07  March  2008

Unseen Rain

Quatrains of Rumi
Translated by John Moyne & Coleman Barks
83 Pages
Shambhala

Listen to presences inside poems.
Let them take you where they will.

Follow those private hints,
and never leave the premises. (p.37)

This Rubaiyat is one of the 166 quatrains in Unseen Rain. Written in the ecstatically spontaneous middle period after Rumi’s meeting with Shams, the mystic who upon seeing Rumi drowned all his books and asked him to learn from the experiences of real life. This short poem is very useful for those who wish to gain the most out of these quatrains.

It helps us uncover the mystique of Rumi’s search for the union of the soul with the spirit. It’s easy to be persuaded by the understanding of the union of the soul and the spirit as the vacuous state of a trance, but Rumi warns emphatically that we never leave the premises, which suggests that while we are in a flight for those private hints, those ecstatic emanations, the center of our being will nonetheless remain in place.

For centuries the circles of Sufi have developed sama, the ceremony of listening and moving to music, to spoken and sung poetry or scripture, based on Rumi’s expansion on Bahauddin’s, his father’s, entry on a note about the four birds of the psyche. The following is Coleman Barks’ translation of the 9 steps on the ladders to the state of sama.

  1. Deep listening has a pulse. It must throb, or it is not alive.
  2. The words and music of sama should flow and follow naturally as a conversation among friends.
  3. As a scoop pours seed, song pours into the bucket of hearing. There may be a few rotten seeds, words that aren’t right. Don’t blame the scoop.
  4. Glasswork takes many shapes. The inward Baghdad curve with its translucent yellow, the Samarcand crimson, the spherical crystal flasks of Bokhara. So it is with music and poetry: sama should have an elegant variety.
  5. When we set extra tables and open doors to invite guests in, we don’t serve them food that’s gone bad. When that happens, as it will, it’s an accident. But if someone is known to have intentionally served tainted meat or drink, the curse of having done so will never leave, no matter how many generous actions accumulate.
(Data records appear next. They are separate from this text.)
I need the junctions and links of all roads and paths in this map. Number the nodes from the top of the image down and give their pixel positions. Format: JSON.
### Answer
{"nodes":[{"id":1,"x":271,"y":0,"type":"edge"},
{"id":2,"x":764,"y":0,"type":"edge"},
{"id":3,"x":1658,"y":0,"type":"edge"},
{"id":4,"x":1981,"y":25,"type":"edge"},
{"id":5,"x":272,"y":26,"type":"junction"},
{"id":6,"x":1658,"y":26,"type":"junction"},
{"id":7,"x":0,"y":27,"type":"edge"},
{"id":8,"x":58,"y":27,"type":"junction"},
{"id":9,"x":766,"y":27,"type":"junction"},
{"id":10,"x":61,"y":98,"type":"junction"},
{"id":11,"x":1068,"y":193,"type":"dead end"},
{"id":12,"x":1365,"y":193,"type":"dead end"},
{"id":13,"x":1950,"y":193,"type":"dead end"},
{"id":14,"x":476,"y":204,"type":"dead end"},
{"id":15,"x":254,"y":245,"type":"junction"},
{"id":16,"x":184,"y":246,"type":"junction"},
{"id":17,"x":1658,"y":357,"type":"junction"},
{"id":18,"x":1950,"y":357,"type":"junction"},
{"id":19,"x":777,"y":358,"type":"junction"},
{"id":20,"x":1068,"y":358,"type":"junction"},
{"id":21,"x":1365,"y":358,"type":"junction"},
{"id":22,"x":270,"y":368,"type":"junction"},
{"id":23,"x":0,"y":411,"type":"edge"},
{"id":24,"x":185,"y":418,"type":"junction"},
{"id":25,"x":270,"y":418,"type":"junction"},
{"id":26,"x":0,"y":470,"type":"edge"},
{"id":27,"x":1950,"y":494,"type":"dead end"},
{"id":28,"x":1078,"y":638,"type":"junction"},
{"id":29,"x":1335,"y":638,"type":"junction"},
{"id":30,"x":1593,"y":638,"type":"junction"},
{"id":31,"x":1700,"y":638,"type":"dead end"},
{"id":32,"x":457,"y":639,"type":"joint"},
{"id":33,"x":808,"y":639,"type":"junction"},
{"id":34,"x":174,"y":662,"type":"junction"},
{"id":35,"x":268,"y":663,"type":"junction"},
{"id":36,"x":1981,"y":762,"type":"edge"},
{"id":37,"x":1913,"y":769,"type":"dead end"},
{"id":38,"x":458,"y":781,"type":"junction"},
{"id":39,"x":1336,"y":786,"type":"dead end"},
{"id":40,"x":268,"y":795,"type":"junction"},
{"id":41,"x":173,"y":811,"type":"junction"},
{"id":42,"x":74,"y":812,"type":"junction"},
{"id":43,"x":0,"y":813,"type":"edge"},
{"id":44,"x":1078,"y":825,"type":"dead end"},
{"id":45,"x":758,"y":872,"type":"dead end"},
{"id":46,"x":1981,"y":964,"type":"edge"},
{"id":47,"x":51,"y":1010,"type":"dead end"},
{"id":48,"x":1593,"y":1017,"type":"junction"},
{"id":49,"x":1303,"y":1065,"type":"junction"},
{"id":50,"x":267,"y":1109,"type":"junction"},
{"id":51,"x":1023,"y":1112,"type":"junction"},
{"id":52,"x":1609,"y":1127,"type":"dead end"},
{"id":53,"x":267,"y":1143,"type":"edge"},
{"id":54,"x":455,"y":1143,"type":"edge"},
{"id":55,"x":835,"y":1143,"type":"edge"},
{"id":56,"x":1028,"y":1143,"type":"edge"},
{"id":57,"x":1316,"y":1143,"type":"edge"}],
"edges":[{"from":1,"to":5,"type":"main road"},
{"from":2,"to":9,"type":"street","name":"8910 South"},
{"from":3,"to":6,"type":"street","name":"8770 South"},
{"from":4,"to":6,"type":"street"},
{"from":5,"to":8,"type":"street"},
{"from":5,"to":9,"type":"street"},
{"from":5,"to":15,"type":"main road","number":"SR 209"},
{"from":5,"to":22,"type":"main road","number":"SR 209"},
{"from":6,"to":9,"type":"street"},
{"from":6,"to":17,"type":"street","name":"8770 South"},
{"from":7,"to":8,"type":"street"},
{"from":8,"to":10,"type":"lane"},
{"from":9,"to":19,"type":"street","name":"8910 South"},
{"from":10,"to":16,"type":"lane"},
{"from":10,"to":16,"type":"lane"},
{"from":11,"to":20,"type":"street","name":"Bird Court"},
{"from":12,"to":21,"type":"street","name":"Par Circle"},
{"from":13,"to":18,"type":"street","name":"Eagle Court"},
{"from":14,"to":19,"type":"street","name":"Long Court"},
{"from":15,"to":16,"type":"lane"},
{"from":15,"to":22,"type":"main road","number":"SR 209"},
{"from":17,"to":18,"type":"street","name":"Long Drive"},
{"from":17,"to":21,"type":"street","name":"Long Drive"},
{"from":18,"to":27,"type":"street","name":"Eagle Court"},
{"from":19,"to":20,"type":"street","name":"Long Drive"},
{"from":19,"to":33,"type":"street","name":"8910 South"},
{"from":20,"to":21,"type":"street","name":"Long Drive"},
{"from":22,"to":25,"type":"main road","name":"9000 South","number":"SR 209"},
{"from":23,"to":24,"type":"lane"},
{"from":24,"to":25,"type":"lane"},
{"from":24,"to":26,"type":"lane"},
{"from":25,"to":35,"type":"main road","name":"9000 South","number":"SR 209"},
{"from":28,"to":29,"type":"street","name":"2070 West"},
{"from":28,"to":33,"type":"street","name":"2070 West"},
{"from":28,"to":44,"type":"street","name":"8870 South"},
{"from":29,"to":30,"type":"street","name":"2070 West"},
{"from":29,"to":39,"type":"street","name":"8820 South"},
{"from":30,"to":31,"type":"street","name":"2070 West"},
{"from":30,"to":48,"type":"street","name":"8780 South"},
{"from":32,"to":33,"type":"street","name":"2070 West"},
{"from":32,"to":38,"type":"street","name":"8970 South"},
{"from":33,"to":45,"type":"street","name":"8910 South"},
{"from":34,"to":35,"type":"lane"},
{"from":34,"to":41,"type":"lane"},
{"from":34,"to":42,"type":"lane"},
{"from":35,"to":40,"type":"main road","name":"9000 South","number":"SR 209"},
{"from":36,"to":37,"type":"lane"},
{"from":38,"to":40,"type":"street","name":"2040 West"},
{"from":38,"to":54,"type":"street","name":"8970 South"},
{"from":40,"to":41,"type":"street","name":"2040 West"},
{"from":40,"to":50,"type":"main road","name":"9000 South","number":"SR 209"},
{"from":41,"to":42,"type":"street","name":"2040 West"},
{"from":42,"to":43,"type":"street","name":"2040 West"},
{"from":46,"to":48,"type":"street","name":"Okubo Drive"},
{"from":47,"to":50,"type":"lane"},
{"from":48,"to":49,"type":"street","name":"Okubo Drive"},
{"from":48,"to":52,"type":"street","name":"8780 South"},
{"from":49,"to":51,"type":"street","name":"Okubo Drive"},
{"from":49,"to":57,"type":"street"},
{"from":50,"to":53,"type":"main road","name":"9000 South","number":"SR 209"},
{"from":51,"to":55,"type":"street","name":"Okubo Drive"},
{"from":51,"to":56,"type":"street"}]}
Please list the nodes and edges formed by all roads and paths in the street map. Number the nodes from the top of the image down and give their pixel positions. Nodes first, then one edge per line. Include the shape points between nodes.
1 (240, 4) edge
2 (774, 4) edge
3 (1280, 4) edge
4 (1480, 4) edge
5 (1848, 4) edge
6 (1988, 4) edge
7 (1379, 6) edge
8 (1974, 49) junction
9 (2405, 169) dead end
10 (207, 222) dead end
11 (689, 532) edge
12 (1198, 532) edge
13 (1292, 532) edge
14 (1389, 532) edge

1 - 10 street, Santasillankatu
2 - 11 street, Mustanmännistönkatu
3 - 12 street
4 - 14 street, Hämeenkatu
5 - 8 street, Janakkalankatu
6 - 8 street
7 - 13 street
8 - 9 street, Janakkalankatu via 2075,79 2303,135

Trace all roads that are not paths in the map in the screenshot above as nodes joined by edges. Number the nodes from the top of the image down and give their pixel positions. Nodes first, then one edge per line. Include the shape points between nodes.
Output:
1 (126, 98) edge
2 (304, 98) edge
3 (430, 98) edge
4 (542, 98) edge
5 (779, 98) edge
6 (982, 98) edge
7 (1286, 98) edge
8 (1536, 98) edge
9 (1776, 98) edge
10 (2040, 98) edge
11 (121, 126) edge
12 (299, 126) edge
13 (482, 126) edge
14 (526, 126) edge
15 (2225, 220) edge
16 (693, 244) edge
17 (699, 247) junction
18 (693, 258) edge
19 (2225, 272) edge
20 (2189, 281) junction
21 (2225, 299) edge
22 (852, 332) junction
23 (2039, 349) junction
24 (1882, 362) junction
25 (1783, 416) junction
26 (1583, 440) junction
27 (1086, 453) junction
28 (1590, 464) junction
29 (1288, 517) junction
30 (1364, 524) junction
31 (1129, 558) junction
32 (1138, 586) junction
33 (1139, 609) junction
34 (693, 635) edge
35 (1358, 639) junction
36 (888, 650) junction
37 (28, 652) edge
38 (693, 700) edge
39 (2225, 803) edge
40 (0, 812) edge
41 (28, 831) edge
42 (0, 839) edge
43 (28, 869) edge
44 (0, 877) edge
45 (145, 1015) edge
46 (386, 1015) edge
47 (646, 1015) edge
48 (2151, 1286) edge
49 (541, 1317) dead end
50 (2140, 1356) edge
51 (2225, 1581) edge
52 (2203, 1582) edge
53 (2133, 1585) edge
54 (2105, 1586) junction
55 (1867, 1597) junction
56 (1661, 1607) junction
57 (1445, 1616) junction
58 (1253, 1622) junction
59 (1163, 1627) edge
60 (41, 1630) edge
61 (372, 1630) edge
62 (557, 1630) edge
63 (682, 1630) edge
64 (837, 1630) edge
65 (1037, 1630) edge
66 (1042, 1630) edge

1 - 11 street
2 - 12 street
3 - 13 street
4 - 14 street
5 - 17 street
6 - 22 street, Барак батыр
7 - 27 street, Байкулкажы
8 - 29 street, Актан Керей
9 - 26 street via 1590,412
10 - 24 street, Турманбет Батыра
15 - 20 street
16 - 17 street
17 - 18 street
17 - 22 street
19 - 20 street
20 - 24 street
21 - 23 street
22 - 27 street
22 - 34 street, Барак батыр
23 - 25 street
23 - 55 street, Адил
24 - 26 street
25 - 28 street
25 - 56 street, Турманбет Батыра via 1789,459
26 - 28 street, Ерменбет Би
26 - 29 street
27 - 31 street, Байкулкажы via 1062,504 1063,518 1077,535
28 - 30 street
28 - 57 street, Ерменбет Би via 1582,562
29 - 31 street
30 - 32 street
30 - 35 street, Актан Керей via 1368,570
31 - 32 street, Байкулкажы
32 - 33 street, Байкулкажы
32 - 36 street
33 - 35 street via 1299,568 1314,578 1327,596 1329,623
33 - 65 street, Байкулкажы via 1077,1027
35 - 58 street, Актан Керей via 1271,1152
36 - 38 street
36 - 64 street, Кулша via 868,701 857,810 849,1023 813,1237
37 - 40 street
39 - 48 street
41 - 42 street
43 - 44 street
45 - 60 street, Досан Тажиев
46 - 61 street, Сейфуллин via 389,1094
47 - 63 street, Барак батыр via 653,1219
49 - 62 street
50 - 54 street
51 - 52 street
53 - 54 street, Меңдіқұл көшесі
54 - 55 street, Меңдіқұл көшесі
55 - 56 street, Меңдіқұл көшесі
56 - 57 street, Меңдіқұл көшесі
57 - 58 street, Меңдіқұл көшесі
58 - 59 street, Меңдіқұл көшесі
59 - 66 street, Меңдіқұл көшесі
Let sama be fresh and lovingly prepared.
  6. Poetry spoken with music and movement should move along like spring thunder: emphasis, a softer stress, a space of silence, more thunder, then the dying out. It never goes on too long.
  7. If laughter isn’t underneath and inside sama, if there’s no bright, self-humbling wit, the praise-words will have no truth; the exaltation, no majesty. Without humor, sama becomes leaden and stern.
  8. (& 9) Each body part has a musical preference. Each enjoys sama in a unique way. Ears absorb sound differently than does the heart. Words spoken with plucked string may jar the eardrum but delight the heart-center, or the opposite: something mellifluous may disgust your soul’s intelligence. Kidneys hate it when the fingers tap rhythm. The drumming makes them nervous. However, the lungs love everything fingers do.

With sama, let these nine metaphors guide you: a heart-beat rhythm, a lively conversation among friends, the smooth pouring of seed from a scoop, the elegant variety of glasswork. The feel of a banquet, spring thunder, and laughter in the outdoor air. Sama must move with its multiple harmonic systems working like the organs in a human body, each having its separate function and delight, while carrying along together the whole human presence, composed of body, heart, soul, and luminous intelligence.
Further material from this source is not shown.